Se ha dicho ya muchas veces, pero conviene repetirlo. El control ininterrumpido, y prácticamente indiscutido, por el nacionalismo catalán de las instituciones autonómicas surgidas del desarrollo de la Constitución de 1978 propició el despliegue de un proyecto a largo plazo que, nadie lo ocultó, iba mucho más allá de la consecución de la autonomía política. “Fer país”, en boca de Jordi Pujol y de aquel nacionalismo que nos empeñábamos en considerar moderado, significaba impregnar la sociedad catalana de la ideología y de los valores del nacionalismo, enraizar dicho proyecto en una sociedad –entonces como ahora- mucho más plural de lo que los artífices de la nación catalana estaban dispuestos a aceptar. Había que actuar sin prisa, pero también sin pausa, hasta que, llegado el momento, una nueva generación se encontrara en condiciones de dar el salto. Entonces, cuando se produjera el conflicto, la opinión internacional tendría un peso decisivo, por lo que había que atender también ese frente. Cataluña debía, pues, emplear todos los recursos posibles en una acción exterior colocada bajo el paraguas de la protección de una lengua y una cultura minoritarias, cuya existencia se hallaba cuestionada en un mundo cruelmente globalizado (¿y quién podría oponerse a un propósito tan noble?), pero inspirada por la cosmovisión de un nacionalismo para el que Cataluña era una comunidad nacional homogénea, perfectamente diferenciada de España y, en mayor o menor grado, sojuzgada por esta. Así se hizo durante muchos años, con presupuestos generosos, estratégicamente repartidos por universidades y centros académicos prestigiosos de todo el mundo, donde se establecieron centros de estudios catalanes alimentados por la dispendiosa Generalitat. Algunos de sus principales responsables recibieron también premios y galardones muy bien remunerados.
Esta estrategia del nacionalismo catalán no encontró apenas respuesta en los responsables del Estado. Hasta es probable que durante muchos años ni siquiera fuera vista como problemática. Del mismo modo que, cuando resultaba necesario, se prefería el apoyo parlamentario del nacionalismo catalán (o del vasco) al del adversario político de referente nacional español, de derechas o de izquierdas, casi nadie se atrevía a denunciar la manipulación de la cultura catalana que el nacionalismo realizaba. No solo eso. Hubo ocasiones en que los voraces nacionalistas ocuparon también puestos académicos dedicados a reforzar la presencia exterior de España: recuérdese, por ejemplo, que la ex consejera de Educación de la Generalitat, Clara Ponsatí, hoy prófuga de la justicia en el Reino Unido, accedió a su puesto en el gobierno catalán tras ocupar la cátedra Príncipe de Asturias en la Universidad de Georgetown.

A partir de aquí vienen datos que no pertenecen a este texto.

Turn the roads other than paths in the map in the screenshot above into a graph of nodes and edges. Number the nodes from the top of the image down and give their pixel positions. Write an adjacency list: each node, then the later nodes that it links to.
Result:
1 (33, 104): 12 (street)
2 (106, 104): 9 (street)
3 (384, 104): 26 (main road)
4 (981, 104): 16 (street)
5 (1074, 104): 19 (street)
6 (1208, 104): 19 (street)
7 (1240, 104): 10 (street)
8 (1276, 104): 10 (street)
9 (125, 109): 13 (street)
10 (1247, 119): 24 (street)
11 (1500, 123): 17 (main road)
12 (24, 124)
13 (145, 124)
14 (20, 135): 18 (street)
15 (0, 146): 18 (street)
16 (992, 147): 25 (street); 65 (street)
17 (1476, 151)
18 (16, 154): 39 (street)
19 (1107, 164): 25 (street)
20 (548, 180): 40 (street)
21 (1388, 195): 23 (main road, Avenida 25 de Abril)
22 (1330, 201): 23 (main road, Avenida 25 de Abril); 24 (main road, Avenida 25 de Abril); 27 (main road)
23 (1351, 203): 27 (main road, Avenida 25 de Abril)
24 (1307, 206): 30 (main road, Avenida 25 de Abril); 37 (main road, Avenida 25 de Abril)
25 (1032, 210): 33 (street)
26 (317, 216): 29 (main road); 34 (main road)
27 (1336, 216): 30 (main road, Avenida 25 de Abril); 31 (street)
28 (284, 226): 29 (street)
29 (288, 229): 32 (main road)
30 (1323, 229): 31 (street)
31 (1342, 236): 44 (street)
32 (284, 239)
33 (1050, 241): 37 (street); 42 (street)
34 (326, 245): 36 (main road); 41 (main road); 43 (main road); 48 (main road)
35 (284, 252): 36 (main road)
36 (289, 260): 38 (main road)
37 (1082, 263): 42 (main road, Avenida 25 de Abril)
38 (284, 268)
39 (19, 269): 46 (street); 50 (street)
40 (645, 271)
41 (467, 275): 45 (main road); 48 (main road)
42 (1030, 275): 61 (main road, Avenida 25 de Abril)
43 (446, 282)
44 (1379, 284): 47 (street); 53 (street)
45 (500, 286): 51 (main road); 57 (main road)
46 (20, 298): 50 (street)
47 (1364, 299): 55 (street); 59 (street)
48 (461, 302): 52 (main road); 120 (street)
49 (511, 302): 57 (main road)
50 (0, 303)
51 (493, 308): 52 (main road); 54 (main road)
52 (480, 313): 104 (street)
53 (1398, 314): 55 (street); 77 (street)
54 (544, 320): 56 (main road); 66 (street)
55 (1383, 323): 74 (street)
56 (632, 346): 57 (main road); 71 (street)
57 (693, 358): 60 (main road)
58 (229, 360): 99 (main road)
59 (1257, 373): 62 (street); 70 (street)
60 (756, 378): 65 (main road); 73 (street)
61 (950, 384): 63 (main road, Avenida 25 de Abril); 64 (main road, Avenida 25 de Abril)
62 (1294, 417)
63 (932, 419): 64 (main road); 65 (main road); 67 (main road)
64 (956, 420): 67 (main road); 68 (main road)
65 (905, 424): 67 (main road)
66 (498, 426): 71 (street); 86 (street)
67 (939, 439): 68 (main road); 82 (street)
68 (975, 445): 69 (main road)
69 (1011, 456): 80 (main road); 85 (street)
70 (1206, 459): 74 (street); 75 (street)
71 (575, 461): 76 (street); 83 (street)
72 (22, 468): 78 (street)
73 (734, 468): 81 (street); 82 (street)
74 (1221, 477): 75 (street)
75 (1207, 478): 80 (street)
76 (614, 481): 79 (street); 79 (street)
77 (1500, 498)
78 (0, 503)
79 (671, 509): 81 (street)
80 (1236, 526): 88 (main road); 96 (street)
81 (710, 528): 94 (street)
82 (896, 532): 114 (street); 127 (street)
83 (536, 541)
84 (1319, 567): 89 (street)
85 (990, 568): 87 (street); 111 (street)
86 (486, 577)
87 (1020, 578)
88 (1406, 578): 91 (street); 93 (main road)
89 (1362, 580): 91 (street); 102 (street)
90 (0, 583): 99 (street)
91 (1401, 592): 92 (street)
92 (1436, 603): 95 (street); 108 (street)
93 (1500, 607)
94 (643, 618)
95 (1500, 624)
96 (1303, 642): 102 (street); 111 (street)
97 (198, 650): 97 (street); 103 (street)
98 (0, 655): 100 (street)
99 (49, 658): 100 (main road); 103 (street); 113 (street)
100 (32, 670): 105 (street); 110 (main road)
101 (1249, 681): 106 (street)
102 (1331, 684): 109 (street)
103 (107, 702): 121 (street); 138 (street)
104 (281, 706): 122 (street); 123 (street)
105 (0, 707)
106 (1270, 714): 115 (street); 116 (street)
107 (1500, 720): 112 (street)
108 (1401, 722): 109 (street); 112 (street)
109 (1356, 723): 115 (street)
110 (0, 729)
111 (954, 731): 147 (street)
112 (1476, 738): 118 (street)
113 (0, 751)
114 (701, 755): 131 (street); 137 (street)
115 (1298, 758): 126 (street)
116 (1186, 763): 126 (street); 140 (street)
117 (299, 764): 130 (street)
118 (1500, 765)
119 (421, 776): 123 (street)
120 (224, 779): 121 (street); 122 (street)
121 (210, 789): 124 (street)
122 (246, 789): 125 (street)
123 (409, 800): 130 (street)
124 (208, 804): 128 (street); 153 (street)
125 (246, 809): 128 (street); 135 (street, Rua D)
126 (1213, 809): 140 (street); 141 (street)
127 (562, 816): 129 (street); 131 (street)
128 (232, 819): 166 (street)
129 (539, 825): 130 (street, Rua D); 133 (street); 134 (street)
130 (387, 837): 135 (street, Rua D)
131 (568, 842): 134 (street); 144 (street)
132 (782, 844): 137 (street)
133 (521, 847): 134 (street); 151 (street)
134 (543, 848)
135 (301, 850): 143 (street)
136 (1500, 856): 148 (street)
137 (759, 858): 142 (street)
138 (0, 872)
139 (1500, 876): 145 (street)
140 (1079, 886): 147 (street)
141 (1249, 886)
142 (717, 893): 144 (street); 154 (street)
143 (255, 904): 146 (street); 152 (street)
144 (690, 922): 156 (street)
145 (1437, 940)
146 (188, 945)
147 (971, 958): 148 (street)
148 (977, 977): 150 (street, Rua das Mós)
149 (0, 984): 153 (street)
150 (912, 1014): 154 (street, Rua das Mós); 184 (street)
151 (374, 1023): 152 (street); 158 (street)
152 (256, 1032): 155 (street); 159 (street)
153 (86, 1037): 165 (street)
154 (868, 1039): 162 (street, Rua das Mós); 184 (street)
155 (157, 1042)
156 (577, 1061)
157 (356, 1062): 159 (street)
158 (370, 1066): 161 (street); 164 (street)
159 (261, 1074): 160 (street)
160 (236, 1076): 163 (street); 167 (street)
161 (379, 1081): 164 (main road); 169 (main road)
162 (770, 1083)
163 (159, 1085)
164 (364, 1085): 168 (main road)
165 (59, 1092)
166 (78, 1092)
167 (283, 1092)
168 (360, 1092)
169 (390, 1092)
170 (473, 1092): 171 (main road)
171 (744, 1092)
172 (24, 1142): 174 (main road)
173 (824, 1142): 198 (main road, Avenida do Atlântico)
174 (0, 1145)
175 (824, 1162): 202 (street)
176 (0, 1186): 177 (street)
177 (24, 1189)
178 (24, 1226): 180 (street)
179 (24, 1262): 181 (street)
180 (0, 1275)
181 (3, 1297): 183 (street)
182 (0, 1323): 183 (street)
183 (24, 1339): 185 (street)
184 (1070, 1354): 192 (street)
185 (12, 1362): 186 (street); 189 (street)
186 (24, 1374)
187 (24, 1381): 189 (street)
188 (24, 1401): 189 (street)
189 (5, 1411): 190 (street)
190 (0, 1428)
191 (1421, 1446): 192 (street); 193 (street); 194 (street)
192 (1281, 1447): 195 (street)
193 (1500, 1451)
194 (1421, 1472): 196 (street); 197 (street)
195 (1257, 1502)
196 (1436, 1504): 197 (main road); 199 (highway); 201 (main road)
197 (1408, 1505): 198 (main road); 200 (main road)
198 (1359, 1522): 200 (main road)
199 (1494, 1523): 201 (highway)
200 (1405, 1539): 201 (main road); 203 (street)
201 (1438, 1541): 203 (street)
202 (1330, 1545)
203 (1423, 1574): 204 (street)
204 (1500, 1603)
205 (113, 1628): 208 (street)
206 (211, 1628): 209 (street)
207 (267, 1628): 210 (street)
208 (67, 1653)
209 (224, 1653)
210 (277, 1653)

Los efectos de esta incomprensión profunda sobre la eficacia de la diplomacia cultural y académica se han puesto de manifiesto cuando ha llegado la hora de la verdad y el nacionalismo catalán ha decidido ir a por todas. Sometido a una intensa, bien meditada y bien financiada agitación, una parte significativa del mundo académico y cultural de otros países, particularmente anglosajones, aplaude hoy la épica resistencia de la oprimida minoría nacional catalana y pone en duda la naturaleza democrática de un país con “presos políticos” y en el que el franquismo seguiría vivo.
Por fortuna no es este el caso de John Elliott, gran especialista en la historia moderna de Cataluña y de España, catalanoparlante él mismo, cuya actividad se ha movido siempre en otro plano, el del ejercicio brillante del oficio de historiador. Su obra extraordinaria no merece ser objeto de manipulación política de ningún tipo. Pero tampoco cabe negar una evidencia: que su equilibrio intelectual y prestigio académico desacreditan los supuestos históricos en los que se fundamenta el independentismo catalán, difundidos hoy con una intensidad propagandística abrumadora. Será un alivio, además de un honor, escucharle en Salamanca el próximo viernes.